▶ _DESCRIPTION OF THE TASK_:
Would you copy each line of the records that includes the word "Manoel"?

▶ _DATA FOR ANALYSIS_:

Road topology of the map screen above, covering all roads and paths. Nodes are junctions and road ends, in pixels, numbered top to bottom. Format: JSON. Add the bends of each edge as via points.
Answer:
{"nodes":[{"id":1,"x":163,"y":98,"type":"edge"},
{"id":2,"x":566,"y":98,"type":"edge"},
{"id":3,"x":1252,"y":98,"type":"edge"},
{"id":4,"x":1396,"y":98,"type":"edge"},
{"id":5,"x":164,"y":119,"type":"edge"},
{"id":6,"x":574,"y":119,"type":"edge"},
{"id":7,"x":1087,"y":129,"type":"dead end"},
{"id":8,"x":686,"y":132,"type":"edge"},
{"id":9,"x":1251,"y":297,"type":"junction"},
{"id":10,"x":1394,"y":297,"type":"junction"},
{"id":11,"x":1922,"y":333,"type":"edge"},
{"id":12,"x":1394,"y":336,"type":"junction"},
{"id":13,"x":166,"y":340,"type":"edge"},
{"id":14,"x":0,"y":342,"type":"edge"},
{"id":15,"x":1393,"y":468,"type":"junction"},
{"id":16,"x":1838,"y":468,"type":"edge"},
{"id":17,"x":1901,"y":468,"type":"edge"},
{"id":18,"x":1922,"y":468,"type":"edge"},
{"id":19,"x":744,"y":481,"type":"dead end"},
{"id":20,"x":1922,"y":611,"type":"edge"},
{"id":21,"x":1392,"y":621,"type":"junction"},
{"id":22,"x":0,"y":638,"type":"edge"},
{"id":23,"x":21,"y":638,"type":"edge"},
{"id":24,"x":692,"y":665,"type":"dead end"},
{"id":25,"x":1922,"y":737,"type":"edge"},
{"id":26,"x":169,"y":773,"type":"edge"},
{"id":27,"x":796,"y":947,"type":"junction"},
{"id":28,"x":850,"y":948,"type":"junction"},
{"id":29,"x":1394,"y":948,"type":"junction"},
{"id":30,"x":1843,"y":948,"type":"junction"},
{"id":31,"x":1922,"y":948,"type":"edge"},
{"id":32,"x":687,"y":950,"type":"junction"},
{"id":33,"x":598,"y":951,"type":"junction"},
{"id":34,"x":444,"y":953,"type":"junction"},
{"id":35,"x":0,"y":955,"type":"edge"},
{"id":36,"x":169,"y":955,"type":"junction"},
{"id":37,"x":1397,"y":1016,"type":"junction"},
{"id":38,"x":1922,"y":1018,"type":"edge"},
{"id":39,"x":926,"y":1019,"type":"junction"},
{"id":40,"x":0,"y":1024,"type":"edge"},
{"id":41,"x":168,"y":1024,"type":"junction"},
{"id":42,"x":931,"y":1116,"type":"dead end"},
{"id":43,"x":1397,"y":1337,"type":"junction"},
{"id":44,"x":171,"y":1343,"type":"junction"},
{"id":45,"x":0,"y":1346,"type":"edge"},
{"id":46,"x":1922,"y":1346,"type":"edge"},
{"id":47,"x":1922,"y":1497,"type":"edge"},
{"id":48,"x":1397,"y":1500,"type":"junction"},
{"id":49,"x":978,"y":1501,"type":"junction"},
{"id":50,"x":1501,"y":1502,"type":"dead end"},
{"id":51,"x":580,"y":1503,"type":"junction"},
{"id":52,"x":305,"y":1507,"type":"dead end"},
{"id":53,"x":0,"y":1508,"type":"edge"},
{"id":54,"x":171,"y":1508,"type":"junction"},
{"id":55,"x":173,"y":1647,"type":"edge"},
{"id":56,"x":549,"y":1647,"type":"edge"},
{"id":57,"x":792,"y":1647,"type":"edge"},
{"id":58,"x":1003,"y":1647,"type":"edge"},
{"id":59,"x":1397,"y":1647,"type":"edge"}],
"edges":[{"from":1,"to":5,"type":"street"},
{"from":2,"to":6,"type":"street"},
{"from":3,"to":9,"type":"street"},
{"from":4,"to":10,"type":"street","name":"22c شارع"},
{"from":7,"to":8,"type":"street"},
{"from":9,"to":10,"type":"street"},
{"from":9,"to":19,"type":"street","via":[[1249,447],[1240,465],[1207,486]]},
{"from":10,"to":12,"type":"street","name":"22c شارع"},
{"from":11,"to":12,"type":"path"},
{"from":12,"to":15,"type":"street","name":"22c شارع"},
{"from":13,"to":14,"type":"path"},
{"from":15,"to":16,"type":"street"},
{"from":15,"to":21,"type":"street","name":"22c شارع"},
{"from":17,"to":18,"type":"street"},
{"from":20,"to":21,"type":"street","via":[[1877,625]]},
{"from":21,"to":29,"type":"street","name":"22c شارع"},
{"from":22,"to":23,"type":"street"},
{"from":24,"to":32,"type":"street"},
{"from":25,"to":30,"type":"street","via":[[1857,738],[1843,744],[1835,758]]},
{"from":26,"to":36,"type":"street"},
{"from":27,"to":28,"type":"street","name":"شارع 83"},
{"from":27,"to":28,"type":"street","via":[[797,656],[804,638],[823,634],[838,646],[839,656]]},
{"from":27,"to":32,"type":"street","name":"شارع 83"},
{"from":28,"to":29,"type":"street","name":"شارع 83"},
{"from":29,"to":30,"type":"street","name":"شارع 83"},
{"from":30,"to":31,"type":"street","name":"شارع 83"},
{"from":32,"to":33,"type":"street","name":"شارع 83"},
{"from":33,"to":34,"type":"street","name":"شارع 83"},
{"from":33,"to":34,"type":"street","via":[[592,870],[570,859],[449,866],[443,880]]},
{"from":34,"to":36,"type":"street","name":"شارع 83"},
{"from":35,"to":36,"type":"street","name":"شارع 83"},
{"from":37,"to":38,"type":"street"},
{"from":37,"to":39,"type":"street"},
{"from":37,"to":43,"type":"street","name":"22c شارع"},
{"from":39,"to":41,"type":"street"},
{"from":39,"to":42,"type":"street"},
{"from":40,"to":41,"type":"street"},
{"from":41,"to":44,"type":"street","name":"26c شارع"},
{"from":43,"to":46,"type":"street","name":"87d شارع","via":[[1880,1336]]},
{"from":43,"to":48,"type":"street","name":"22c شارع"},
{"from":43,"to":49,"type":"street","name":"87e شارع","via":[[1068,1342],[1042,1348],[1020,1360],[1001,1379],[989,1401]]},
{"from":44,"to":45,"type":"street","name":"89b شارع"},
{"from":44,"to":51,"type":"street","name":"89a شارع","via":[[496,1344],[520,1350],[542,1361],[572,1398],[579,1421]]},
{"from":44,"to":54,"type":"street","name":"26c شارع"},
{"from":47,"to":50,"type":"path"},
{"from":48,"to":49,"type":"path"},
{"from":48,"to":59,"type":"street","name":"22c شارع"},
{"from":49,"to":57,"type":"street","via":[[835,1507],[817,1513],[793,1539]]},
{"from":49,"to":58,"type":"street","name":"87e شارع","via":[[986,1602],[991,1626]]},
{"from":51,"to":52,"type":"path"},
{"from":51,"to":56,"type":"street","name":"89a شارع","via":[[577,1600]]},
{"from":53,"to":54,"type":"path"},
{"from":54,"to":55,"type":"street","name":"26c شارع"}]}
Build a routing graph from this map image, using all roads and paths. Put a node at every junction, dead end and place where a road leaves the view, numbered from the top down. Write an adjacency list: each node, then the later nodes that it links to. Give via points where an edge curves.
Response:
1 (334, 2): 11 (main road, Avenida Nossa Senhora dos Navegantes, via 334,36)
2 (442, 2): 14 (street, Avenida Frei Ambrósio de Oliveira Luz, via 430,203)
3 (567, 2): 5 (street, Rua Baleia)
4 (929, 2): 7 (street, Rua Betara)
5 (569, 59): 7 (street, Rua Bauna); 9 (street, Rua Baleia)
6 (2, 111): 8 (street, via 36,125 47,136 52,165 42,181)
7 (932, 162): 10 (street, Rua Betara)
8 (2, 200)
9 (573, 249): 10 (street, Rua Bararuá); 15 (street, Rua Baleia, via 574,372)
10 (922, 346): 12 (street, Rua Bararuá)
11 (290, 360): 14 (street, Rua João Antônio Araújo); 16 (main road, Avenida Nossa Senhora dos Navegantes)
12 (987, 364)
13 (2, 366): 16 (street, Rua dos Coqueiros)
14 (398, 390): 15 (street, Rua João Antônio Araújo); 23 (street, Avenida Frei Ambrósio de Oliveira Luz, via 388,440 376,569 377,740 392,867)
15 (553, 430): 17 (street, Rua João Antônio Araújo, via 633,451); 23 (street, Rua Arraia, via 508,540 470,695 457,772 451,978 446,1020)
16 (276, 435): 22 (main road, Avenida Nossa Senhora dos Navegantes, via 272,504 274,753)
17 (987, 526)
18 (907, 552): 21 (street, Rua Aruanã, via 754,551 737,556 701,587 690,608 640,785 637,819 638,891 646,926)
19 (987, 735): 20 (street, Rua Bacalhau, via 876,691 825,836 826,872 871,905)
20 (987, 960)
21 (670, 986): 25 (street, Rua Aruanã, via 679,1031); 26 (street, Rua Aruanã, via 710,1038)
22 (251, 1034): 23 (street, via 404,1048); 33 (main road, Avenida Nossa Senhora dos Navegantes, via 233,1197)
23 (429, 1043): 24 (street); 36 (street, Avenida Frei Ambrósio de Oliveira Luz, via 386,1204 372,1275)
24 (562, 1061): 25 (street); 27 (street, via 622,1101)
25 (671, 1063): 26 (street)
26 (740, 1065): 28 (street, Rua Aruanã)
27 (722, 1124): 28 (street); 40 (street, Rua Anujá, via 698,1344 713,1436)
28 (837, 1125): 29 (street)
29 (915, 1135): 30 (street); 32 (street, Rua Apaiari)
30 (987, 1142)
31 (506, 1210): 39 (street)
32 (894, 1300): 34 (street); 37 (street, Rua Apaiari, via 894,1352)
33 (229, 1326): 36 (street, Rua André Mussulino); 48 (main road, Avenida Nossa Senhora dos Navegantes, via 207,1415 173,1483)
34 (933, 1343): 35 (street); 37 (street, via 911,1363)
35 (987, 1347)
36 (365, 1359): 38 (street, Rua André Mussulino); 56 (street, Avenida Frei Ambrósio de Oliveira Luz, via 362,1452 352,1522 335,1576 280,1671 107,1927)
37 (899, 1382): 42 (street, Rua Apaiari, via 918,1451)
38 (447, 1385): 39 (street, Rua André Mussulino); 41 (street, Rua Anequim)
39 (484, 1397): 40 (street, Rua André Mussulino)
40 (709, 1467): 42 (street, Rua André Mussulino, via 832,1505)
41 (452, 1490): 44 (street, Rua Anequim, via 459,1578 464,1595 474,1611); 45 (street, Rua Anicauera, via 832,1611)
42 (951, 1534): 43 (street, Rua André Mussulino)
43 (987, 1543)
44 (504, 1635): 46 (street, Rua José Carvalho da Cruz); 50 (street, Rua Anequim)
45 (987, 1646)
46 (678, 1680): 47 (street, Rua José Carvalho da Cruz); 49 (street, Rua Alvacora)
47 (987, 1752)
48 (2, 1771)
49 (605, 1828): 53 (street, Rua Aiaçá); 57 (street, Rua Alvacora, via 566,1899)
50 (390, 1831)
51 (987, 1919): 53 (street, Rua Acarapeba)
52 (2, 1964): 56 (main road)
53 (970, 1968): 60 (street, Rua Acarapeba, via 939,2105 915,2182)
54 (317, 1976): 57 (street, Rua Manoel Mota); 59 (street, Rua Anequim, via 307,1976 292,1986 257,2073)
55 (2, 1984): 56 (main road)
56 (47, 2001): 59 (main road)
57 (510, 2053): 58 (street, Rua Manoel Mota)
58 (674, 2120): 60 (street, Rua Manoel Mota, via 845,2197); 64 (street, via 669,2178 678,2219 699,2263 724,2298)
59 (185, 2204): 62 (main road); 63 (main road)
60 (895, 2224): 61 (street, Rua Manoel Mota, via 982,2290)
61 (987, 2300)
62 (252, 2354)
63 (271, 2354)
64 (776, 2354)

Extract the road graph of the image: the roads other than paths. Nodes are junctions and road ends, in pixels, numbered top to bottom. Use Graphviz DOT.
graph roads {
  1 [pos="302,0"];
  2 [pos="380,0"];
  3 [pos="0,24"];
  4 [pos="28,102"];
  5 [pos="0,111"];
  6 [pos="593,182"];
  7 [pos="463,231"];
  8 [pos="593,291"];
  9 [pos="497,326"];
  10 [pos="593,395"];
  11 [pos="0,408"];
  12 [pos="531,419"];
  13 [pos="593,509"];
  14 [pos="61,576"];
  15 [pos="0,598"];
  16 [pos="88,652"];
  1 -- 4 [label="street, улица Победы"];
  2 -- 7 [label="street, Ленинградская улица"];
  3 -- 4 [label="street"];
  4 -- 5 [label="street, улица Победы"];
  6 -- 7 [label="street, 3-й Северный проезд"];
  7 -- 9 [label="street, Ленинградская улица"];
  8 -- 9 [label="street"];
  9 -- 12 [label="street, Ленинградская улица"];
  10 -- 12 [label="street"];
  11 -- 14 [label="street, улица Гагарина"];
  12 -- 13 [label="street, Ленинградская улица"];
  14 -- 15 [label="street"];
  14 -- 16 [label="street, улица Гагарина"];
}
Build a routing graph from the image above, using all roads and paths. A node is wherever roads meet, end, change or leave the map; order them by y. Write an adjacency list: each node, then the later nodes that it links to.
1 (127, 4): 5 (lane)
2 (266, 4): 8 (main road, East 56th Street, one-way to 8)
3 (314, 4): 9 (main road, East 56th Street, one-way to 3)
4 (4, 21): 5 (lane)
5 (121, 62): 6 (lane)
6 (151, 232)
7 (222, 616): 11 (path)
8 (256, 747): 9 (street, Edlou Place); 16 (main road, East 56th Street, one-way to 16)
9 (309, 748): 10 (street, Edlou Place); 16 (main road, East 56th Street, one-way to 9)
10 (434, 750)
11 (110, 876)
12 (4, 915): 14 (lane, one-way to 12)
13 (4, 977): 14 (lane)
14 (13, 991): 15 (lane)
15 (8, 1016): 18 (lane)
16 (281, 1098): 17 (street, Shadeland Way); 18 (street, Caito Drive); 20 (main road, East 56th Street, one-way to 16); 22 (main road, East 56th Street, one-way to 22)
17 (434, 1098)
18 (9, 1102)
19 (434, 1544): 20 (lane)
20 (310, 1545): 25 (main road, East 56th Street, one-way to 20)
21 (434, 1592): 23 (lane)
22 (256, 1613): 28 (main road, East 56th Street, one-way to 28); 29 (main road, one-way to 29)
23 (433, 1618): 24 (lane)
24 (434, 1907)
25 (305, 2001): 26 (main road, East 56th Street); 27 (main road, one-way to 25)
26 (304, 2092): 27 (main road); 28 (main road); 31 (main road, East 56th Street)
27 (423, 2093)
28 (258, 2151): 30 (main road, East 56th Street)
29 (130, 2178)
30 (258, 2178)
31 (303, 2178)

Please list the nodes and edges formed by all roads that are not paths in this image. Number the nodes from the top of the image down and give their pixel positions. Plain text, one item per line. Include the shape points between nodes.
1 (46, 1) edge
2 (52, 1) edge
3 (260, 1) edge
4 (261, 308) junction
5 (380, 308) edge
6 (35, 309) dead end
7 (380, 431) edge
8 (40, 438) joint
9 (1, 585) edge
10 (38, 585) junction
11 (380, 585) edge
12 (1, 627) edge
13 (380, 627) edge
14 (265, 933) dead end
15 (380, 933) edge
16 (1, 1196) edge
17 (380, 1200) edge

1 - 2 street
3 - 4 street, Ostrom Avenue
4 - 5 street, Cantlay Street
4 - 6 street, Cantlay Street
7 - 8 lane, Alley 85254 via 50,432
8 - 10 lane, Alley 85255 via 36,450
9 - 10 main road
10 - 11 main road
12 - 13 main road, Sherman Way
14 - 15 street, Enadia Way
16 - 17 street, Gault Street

▶ _EXERCISE ANSWER_:
54 (317, 1976): 57 (street, Rua Manoel Mota); 59 (street, Rua Anequim, via 307,1976 292,1986 257,2073)
57 (510, 2053): 58 (street, Rua Manoel Mota)
58 (674, 2120): 60 (street, Rua Manoel Mota, via 845,2197); 64 (street, via 669,2178 678,2219 699,2263 724,2298)
60 (895, 2224): 61 (street, Rua Manoel Mota, via 982,2290)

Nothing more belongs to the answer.